I wish I could see you, have a real heart to heart, or even just sit in silence with you. What I would give to know what you are thinking now, you always had an opinion on everything!

I wish you could see our baby girl, no longer a baby, but an intelligent, beautiful, thoughtful young girl. Who loves with all her heart. She just lost her first tooth the other week, and I got a little teary, just realising how fast she’s growing and how much you’ve missed out on her.

But I know you see her, I know you walk beside her everyday. How proud you are of her.

So, on this the 5 year anniversary of your death, I’ll light a candle and go through our photo albums, remembering all the good times, the birthdays, the trips, the family functions, the work events, our wedding and of course, the birth of our daughter.

I’ll shed a tear but ultimately i’m just happy we had those years and times together. That I have something so wonderful to look back on, a life with someone as inspirational as you. Who left such a legacy and lasting impression, it makes it hard for me to be mad at you for leaving us, when you left behind so much to be grateful for.

So, Nick I will forever love you and call you my husband (makes for some strange looks when I say that!) We will never forget you, whether it be 5, 10 or 50 years on. I am the person I am today because of you and I am forever in your debt for the gift of life and love you have shown me.

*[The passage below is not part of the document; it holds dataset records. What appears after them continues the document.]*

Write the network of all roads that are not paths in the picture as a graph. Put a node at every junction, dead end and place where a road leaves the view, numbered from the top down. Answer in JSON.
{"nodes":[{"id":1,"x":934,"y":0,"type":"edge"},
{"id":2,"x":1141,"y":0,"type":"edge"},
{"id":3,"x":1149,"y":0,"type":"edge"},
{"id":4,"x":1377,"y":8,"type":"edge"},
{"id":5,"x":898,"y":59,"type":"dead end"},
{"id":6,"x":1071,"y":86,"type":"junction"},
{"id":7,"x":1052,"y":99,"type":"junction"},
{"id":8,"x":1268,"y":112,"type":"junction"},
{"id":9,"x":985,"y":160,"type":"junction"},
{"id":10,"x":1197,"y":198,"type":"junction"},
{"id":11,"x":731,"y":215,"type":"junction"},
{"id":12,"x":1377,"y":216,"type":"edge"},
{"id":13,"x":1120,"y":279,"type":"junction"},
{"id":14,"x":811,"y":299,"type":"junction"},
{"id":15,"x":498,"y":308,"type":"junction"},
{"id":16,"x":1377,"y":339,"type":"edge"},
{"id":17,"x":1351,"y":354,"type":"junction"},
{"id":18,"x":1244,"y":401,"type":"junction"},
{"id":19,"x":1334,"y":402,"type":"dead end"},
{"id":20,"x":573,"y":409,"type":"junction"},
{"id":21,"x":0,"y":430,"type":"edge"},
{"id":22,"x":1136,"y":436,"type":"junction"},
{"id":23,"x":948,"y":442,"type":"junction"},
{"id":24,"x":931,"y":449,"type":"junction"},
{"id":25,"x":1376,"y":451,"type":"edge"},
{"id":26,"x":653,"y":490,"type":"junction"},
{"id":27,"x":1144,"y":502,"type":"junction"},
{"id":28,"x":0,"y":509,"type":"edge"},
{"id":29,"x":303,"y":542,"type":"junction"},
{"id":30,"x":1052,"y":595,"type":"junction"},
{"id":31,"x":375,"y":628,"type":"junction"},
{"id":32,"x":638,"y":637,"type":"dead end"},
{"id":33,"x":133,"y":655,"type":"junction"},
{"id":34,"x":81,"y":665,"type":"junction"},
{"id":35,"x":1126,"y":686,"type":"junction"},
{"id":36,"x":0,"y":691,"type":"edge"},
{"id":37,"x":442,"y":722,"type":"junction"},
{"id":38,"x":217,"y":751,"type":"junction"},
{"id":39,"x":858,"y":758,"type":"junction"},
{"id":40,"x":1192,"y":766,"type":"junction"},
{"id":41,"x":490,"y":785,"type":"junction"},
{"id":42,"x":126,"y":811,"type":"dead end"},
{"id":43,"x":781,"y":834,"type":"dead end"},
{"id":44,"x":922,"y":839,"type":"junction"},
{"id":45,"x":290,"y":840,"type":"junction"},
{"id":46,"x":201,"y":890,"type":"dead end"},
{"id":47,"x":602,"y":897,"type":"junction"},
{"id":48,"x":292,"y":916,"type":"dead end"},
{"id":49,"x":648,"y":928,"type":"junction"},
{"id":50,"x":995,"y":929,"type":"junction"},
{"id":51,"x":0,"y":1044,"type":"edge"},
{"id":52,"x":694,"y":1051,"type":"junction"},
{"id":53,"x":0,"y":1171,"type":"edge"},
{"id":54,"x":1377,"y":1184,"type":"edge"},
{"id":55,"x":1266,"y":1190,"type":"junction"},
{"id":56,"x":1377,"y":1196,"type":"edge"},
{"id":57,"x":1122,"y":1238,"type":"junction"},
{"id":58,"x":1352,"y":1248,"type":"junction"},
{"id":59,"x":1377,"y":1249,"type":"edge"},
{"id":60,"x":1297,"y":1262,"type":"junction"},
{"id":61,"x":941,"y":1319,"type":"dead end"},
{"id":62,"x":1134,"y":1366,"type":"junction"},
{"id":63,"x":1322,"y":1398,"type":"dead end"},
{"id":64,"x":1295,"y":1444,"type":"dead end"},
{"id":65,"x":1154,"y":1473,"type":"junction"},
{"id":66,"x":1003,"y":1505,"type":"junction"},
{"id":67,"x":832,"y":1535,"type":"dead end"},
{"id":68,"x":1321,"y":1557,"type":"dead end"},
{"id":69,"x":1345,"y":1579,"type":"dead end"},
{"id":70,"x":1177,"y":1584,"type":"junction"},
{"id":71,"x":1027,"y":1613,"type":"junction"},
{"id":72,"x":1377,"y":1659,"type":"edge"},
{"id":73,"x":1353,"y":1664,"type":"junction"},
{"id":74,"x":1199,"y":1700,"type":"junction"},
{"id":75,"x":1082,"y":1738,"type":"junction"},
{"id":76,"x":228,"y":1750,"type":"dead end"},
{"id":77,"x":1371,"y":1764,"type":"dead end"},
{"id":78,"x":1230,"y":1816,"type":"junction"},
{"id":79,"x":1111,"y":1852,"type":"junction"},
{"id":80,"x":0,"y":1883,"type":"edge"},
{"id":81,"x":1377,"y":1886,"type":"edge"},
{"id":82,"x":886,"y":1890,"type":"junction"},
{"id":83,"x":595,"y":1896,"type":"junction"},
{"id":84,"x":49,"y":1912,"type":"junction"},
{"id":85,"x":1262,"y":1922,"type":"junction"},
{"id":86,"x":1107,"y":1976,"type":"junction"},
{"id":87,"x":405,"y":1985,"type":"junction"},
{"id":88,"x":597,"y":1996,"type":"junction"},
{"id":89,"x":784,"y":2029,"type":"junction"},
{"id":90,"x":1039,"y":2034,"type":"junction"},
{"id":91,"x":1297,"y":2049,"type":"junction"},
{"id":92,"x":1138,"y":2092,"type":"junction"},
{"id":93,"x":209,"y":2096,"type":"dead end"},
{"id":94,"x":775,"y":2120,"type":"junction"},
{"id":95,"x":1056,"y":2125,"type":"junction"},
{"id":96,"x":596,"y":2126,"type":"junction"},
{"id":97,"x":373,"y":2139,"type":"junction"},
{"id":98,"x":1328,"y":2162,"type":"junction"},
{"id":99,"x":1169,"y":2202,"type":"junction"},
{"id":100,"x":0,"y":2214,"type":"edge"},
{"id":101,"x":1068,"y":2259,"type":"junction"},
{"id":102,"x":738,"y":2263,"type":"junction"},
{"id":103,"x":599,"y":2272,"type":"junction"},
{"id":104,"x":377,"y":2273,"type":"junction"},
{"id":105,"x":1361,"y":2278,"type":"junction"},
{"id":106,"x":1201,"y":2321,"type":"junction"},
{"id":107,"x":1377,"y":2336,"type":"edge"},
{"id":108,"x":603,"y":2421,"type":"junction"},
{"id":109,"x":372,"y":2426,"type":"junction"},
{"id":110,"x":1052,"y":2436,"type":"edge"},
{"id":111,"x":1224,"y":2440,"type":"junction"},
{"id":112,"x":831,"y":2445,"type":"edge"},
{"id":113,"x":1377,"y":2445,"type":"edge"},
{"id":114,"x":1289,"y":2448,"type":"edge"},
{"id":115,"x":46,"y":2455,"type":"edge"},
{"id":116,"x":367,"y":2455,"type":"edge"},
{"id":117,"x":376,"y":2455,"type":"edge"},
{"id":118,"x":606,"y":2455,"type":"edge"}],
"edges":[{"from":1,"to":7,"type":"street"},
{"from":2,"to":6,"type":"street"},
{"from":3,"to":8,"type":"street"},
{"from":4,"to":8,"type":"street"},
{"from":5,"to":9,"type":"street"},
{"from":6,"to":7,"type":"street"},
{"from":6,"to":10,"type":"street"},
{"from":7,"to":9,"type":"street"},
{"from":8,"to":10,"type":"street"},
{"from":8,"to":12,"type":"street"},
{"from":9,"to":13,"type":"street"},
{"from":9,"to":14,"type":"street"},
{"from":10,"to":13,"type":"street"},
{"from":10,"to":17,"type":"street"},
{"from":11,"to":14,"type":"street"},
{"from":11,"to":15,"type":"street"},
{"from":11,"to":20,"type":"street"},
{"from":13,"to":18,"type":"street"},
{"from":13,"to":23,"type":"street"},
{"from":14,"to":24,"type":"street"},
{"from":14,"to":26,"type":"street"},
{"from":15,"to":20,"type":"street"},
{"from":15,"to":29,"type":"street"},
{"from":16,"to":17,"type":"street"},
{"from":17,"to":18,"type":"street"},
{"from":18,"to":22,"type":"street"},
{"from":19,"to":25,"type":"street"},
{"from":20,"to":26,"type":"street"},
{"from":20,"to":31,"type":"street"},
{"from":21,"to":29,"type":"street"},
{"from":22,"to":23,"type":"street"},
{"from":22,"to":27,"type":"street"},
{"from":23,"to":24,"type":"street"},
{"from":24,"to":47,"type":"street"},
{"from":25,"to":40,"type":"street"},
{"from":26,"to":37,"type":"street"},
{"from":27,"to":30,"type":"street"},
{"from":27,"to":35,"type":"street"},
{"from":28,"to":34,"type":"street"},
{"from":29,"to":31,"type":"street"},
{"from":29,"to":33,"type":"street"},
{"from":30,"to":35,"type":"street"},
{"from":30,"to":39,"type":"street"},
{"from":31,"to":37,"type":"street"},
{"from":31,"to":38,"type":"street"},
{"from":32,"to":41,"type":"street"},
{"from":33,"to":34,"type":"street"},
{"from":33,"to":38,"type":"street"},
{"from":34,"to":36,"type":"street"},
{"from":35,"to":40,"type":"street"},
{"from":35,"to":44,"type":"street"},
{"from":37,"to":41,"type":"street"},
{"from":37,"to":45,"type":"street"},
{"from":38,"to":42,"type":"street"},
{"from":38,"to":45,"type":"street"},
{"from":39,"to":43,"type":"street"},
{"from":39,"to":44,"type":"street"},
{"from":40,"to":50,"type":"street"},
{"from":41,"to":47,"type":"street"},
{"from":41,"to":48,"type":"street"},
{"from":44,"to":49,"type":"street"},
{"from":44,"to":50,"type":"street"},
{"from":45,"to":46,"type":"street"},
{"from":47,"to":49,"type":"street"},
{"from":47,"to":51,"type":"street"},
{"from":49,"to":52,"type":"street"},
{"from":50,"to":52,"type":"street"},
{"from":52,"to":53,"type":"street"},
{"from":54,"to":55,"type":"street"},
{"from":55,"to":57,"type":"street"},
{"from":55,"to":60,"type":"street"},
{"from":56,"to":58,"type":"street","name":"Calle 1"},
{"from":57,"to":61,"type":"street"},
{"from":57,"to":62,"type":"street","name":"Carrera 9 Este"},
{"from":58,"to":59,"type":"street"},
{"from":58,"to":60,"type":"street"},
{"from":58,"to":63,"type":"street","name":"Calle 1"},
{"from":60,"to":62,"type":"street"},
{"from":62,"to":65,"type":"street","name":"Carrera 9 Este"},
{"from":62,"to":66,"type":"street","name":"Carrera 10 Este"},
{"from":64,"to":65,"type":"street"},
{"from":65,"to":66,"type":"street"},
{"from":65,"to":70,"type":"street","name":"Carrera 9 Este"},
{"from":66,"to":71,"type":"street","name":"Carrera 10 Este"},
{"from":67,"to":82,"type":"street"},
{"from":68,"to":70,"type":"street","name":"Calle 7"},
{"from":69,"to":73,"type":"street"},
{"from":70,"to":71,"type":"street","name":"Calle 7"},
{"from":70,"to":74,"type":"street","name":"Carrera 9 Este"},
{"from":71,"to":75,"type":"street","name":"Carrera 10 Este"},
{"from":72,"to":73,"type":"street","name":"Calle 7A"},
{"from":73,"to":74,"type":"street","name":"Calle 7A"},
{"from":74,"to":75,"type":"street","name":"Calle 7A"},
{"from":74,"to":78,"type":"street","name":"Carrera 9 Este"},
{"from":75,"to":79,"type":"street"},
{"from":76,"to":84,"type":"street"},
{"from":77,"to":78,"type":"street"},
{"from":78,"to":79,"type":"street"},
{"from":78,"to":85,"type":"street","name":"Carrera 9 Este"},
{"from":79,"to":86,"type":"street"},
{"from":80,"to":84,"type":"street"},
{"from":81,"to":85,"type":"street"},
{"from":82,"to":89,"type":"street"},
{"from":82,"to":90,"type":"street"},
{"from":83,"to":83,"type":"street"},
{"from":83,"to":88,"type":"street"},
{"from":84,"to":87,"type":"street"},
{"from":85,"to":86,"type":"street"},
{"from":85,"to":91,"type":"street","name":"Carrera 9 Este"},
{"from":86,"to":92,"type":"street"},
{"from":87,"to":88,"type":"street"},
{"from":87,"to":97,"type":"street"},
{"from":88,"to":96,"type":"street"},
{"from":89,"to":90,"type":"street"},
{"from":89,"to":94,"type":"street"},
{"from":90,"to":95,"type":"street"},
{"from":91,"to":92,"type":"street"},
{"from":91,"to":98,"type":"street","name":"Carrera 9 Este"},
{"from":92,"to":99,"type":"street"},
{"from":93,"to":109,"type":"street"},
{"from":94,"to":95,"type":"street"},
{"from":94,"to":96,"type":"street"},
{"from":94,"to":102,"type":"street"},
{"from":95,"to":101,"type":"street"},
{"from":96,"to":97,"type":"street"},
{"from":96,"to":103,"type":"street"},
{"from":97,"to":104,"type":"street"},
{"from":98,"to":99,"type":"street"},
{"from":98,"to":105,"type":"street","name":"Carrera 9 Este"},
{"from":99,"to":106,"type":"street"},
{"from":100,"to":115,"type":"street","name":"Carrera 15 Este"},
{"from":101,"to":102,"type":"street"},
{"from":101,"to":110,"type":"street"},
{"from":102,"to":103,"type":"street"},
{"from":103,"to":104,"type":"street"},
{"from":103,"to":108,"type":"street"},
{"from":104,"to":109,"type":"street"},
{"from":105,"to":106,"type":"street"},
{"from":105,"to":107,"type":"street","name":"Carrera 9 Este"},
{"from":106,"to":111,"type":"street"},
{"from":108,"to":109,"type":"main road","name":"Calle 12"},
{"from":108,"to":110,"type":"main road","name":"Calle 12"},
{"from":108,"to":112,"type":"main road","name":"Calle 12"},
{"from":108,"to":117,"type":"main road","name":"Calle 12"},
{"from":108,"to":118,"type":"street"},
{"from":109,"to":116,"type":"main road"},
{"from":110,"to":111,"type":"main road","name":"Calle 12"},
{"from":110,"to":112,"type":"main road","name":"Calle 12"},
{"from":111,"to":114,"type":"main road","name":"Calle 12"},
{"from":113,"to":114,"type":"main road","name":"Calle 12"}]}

Forever your wife, Michela xxx

To anyone reading this, sorry for my leave of absence, please let me know if you’d like a life update since my last post so long ago!

I still get so many people reading along, though I haven’t written a word in over a year. I get beautiful and some heart breaking emails every week from widows and people all over the world sharing their stories of loss and love with me. It fills me with such light to know Nick’s story has helped so many in their time of need. That when they search for ‘young widow’, or ‘widow story’ or even ‘help, my husband has cancer’ they find my blog and know they’re not alone.

If you want a refresher or to start reading along, you can begin reading from here or if you want to read what happened 5 years ago today, you can find it here now i’m off to paint my nails in memory of Nick, i’m thinking a bright red would be fitting!

til next time xx

 

 

 

 

Goodbye for now, but first an update.

Hello again to everyone still reading along and welcome back after my 3 week writing hiatus.

It’s mostly been due to the fact I have put off writing this, my last post, but now I feel like the time has finally come.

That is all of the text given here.